Now that Citrix is about to release of XenClient, and the product seems to get serious attention, other companies offering client hypervisors have a problem.
This includes, for example, Virtual Computer and Neocleus which both offer a Xen-based bare metal virtual machine monitor (VMM) for consumer laptops since a few months.
While Citrix will not offer all the capabilities of these competitors in the first version of XenClient, it’s still true that its product will be available for free.
Competitors have two choices: try to compete with XenClient or drop their own Xen implementations and build on top of it (which is what Citrix probably wants).

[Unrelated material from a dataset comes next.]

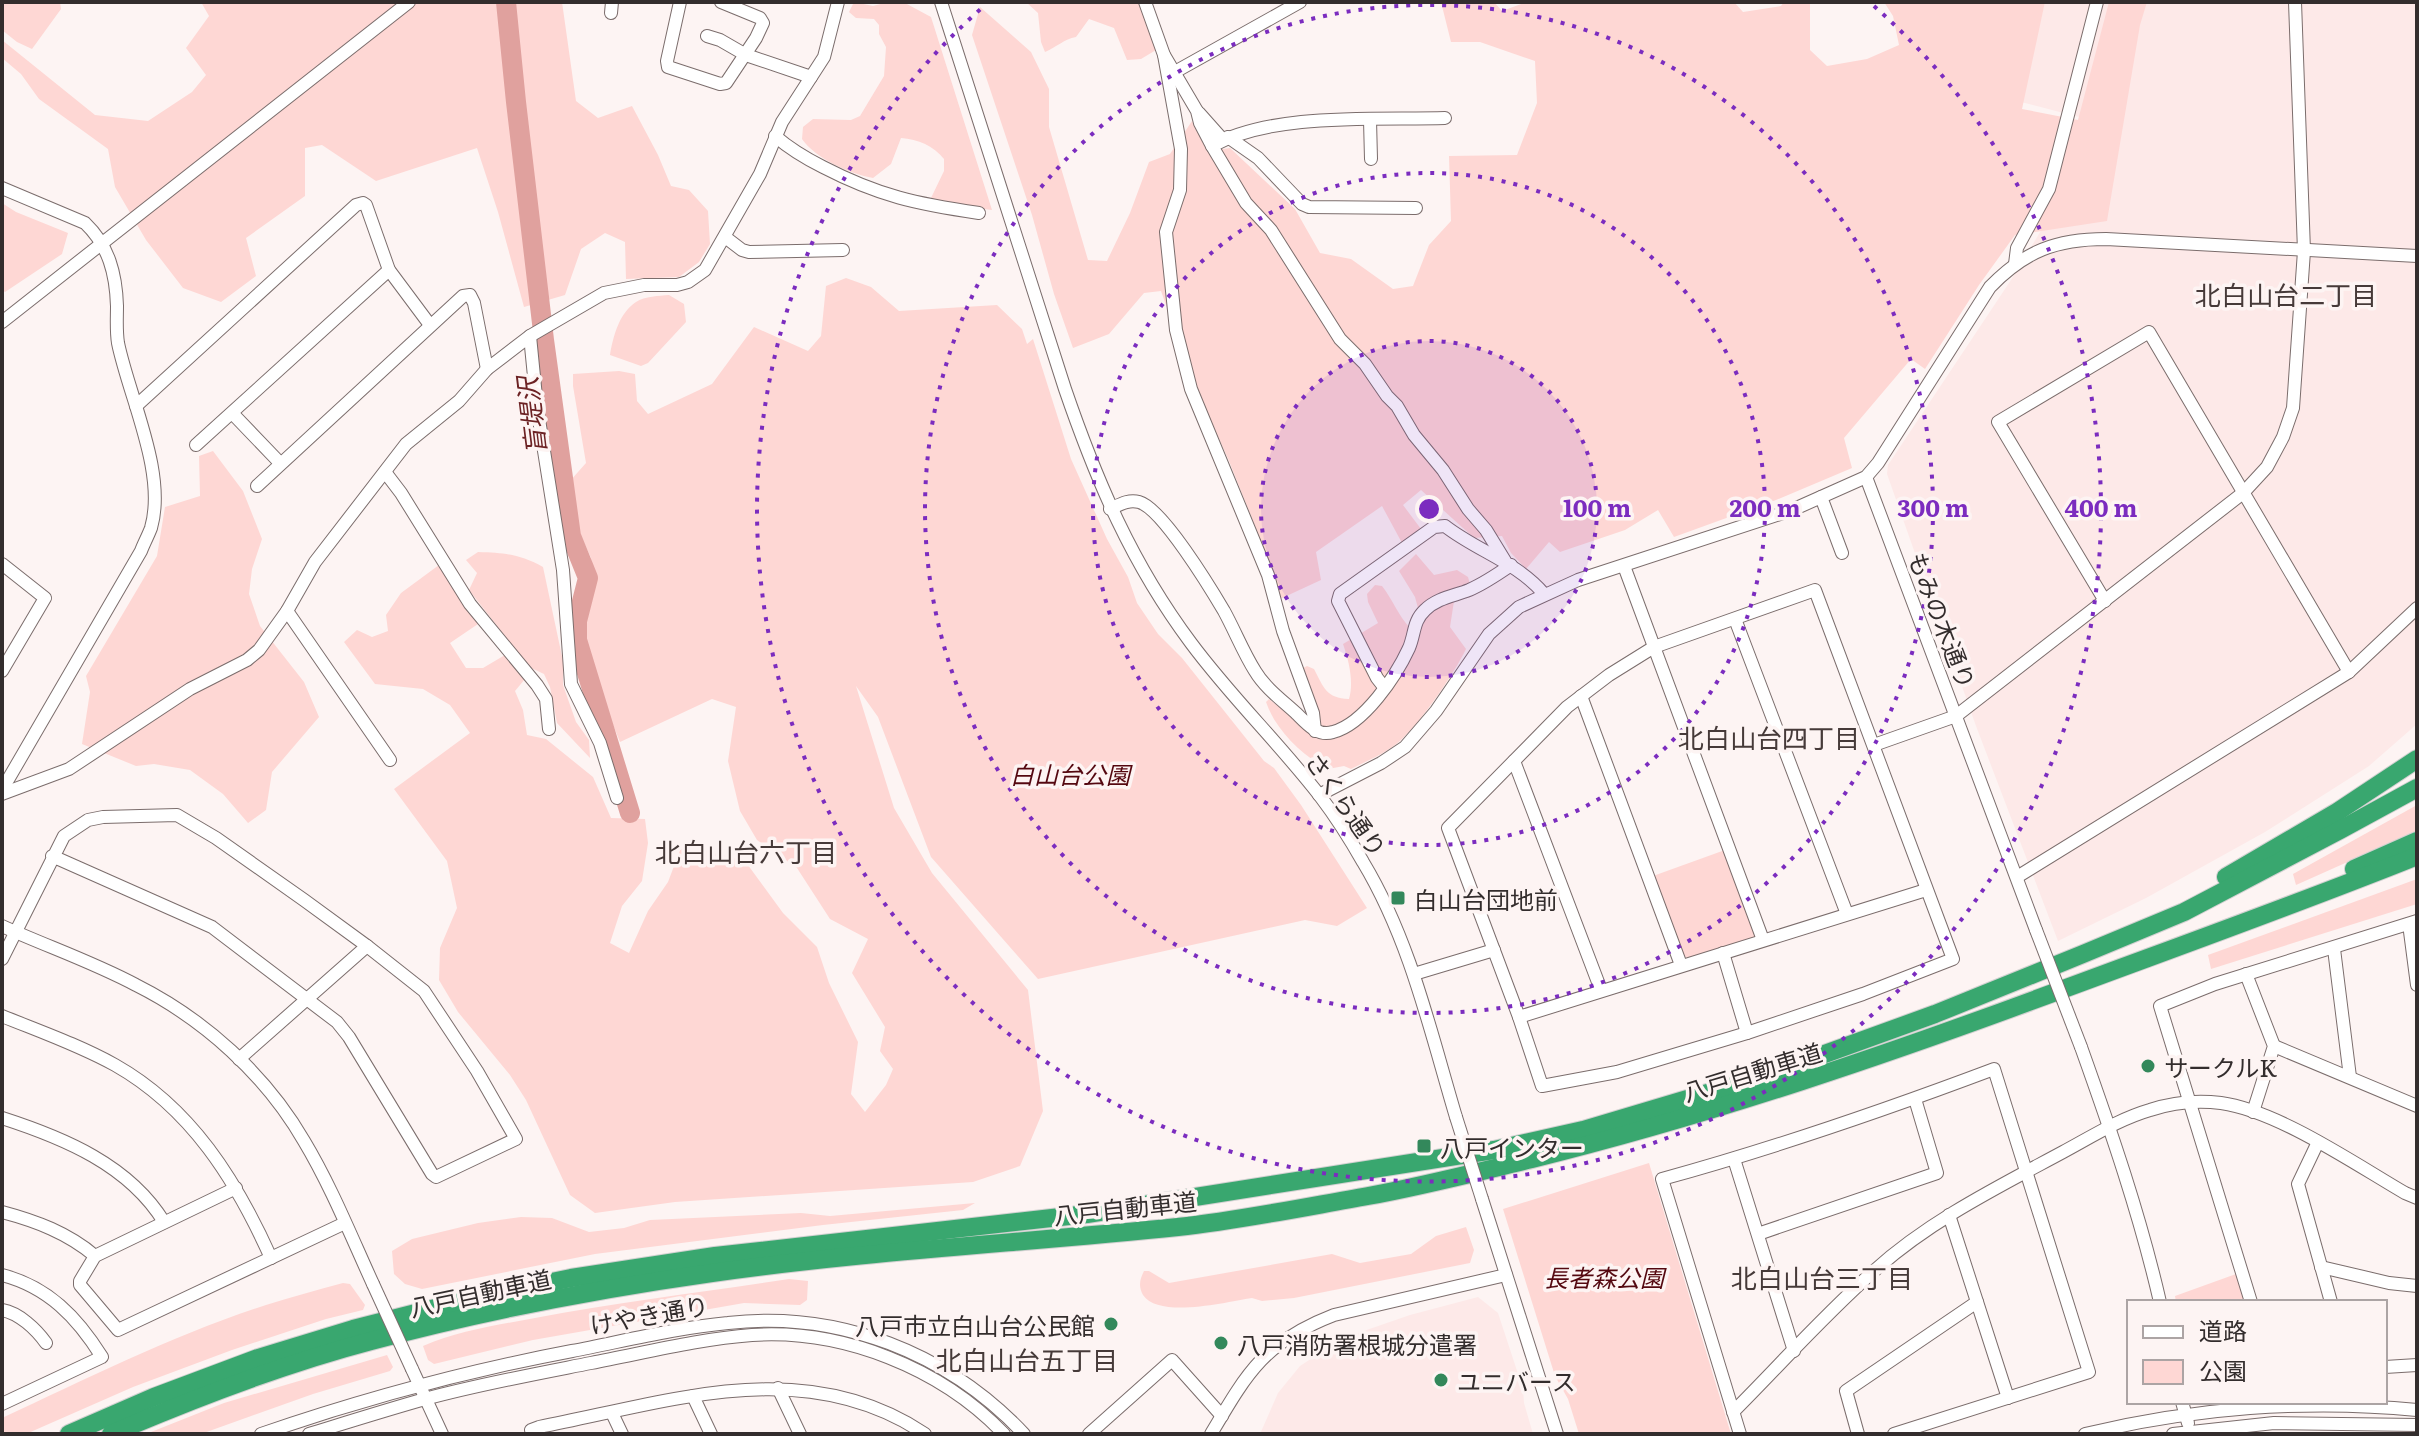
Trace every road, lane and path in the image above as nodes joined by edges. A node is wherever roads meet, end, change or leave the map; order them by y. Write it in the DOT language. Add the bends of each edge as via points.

The first choice implies a major effort since the startups above don’t have as much resources as Citrix for R&D and marketing. And more than that, they don’t have a powerful ally like Microsoft, that may step-in at some point in the near future and further help the adoption of XenClient.
On the other side, remaining independent allows these companies to potentially deliver innovation faster than Citrix, gaining enough brand value and market share for a successful, future acquisition.
The second choice instead allows the startup to offload the development costs of the client hypervisor to fully focus on the uniqueness of their offering (remote management for Virtual Computer, out-of-band security for Neocleus) but locks them in the Citrix development lifecycle and features roadmap.
There’s a third company that may be involved in this game: HP, that acquired HyperCore, another Xen-based client hypervisor, from Phoenix Technologies just this month.
HP and Citrix have been good virtualization partners so far, so it’s unclear why the OEM preferred to buy its own platform rather than build on top of XenClient. Probably it’s because HyperCore is designed to boot from the BIOS while XenClient is not.
Virtual Computer is a special candidate for the adoption of XenClient since Citrix is an investor in the company and may influence the management decision about this.
The startup already considered this option as viable as soon as XenClient will mature enough.
Before dropping its own Xen implementation anyway, Virtual Computer has a nice, potential exposure window that can leverage, courtesy of the current XenClient popularity.
And this is probably why the company is finally releasing a free version of its product NxTop.
Starting today the Virtual Computer client hypervisor is available free of charge. The offering also includes the management console, NxTop Center, capped to maximum five managed computers. This is more than enough for personal use and it’s likely the offering will attract a number of IT administrators that may use the five computers limit to deploy a very small proof of concepts.
Like any competitor, NxTop only runs on selected supported hardware. Virtual Computer offers a downloadable tool, called NxTop Ready, to verify your machine against the existing Hardware Compatibility List (HCL). It’s available only for Windows operating systems.
The management product instead is offered as a virtual appliance for Microsoft Hyper-V. This means that customers need to have a working and licensed installation of Windows Server 2008 / R2.
Of course customers can convert the virtual appliance into another format and run it on their hypervisor of choice, but at the moment Virtual Computer only supports Hyper-V.
The current version offered for free is 2.1 Release Candidate 2 (build 7427).